### EXERCISE OBJECTIVE
Find the lines in the records below that contain "Pirelli", and report each of them.

===== DATASET EXCERPTS

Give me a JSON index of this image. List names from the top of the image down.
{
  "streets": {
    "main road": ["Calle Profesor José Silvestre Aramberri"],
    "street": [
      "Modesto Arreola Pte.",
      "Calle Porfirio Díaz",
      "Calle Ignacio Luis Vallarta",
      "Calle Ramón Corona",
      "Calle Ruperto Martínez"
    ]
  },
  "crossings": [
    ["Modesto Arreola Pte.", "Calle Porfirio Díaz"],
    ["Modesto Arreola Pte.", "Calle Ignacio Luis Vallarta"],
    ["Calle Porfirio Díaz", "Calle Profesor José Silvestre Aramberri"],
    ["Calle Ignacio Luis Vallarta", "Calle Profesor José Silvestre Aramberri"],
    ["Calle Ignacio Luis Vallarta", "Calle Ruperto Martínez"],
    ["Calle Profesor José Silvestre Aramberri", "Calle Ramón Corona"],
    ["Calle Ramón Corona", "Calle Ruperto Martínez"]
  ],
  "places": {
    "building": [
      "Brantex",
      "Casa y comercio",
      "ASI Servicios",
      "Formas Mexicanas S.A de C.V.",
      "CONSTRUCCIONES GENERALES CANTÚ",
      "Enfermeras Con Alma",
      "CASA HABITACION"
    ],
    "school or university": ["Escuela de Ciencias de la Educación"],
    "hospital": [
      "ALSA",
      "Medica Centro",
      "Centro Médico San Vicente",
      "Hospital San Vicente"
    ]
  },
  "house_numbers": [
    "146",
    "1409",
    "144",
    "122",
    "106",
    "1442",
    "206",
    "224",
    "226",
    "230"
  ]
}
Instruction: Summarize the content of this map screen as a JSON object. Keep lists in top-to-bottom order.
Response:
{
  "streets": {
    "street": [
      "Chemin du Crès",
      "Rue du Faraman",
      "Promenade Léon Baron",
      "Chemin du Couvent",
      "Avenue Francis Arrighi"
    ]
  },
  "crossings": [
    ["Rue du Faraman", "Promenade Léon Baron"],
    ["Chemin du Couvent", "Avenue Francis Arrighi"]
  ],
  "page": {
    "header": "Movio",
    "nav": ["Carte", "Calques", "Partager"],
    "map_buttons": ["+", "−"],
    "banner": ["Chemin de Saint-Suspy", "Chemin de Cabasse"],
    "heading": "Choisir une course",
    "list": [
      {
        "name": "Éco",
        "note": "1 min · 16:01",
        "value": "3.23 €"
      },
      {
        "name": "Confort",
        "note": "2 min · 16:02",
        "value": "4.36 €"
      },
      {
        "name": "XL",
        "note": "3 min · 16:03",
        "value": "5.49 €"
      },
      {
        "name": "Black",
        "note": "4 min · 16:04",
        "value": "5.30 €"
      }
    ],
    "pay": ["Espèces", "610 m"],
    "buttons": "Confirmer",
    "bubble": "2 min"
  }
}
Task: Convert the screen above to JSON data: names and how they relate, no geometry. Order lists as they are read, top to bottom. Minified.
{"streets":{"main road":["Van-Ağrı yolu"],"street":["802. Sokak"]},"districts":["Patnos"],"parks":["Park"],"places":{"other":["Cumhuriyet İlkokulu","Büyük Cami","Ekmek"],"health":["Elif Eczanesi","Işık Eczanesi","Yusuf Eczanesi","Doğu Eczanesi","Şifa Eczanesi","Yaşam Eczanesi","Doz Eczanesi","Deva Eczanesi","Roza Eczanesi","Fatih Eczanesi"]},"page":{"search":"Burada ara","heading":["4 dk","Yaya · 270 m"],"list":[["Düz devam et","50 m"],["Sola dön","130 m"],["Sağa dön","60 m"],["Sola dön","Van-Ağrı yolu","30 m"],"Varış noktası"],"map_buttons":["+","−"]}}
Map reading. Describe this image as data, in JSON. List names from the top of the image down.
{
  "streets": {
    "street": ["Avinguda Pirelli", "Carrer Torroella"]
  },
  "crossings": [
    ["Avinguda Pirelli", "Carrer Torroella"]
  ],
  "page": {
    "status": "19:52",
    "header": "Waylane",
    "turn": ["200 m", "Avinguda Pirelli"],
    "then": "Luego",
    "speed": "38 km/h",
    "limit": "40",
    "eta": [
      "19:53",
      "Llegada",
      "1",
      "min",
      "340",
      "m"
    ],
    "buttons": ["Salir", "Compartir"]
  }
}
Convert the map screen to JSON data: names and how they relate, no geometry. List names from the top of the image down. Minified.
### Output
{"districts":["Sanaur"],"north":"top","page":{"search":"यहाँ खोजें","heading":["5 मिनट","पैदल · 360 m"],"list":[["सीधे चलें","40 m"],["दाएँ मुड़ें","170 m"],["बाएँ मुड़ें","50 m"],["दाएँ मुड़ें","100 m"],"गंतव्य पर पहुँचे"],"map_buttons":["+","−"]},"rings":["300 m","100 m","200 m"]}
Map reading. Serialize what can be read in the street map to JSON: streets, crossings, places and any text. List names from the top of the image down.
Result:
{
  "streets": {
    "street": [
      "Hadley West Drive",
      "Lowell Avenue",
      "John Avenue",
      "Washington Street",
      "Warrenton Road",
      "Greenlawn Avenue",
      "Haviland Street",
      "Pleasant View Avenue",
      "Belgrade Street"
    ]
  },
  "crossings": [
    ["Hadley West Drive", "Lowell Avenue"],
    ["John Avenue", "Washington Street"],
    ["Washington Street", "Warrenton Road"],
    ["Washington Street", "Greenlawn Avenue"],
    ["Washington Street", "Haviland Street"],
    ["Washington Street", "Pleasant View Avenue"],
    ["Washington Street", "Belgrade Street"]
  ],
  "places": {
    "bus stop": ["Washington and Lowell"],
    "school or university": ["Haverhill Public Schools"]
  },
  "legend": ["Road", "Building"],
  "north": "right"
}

==========

### YOUR SOLUTION
    "street": ["Avinguda Pirelli", "Carrer Torroella"]
    ["Avinguda Pirelli", "Carrer Torroella"]
    "turn": ["200 m", "Avinguda Pirelli"],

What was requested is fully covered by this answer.